*Exercise instructions*: Read through the records. Copy each line that has the word "edges".

*Dataset entries*:
········
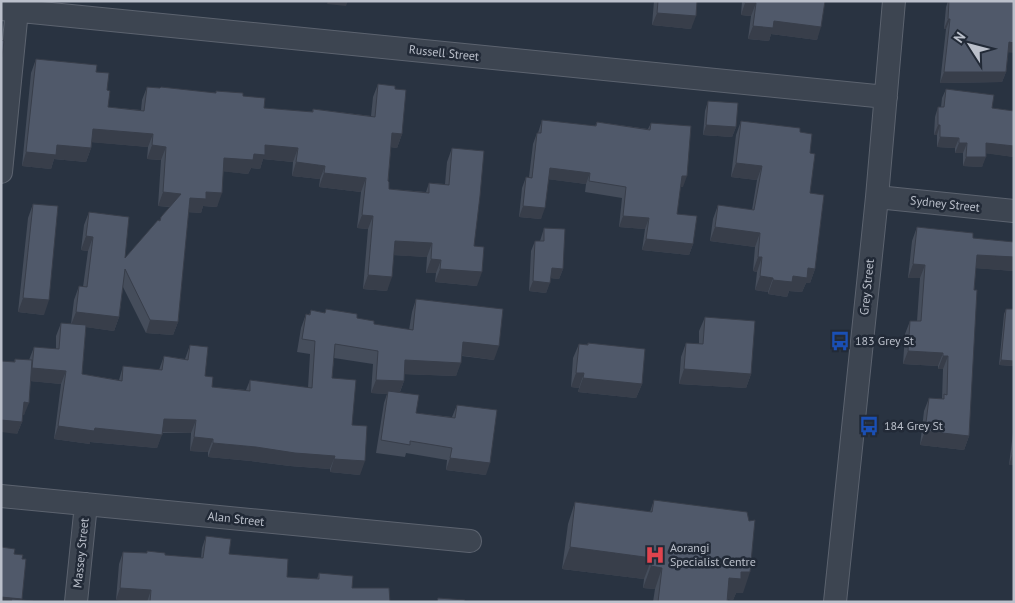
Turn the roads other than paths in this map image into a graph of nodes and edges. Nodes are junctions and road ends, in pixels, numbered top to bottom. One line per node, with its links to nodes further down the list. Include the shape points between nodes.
········
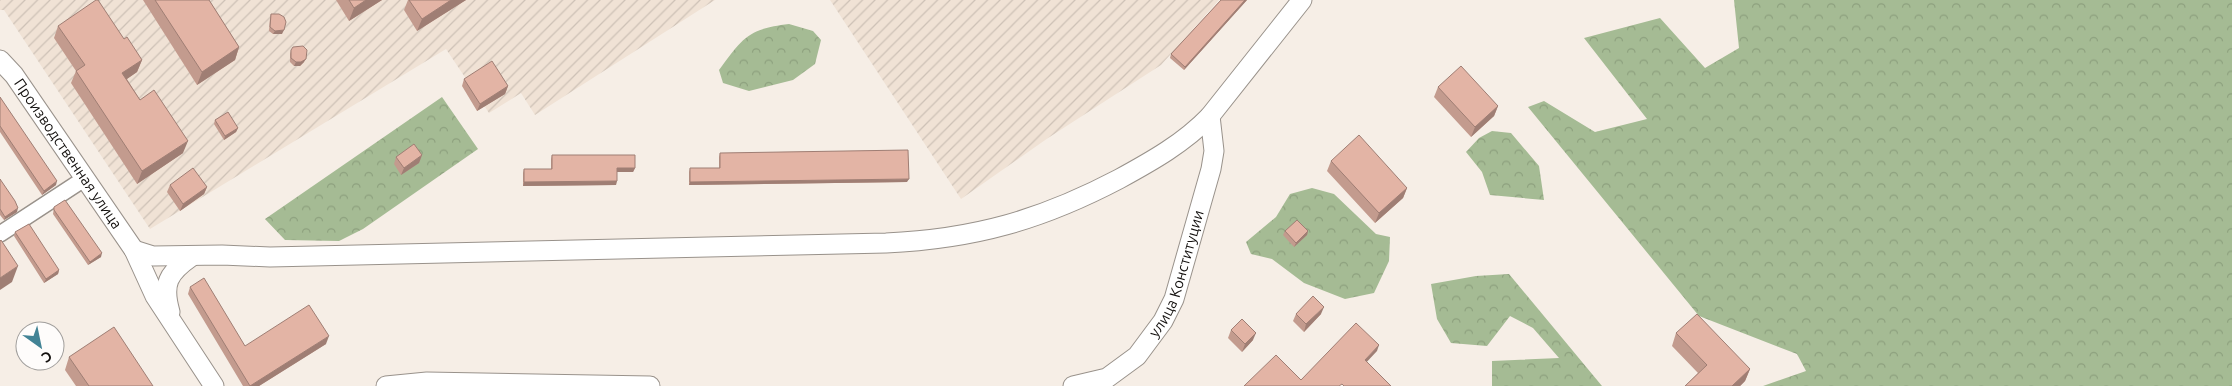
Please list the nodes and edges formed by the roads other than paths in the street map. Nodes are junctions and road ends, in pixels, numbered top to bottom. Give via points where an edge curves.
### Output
········
*Result below*:
Turn the roads other than paths in this map image into a graph of nodes and edges. Nodes are junctions and road ends, in pixels, numbered top to bottom. One line per node, with its links to nodes further down the list. Include the shape points between nodes.
Please list the nodes and edges formed by the roads other than paths in the street map. Nodes are junctions and road ends, in pixels, numbered top to bottom. Give via points where an edge curves.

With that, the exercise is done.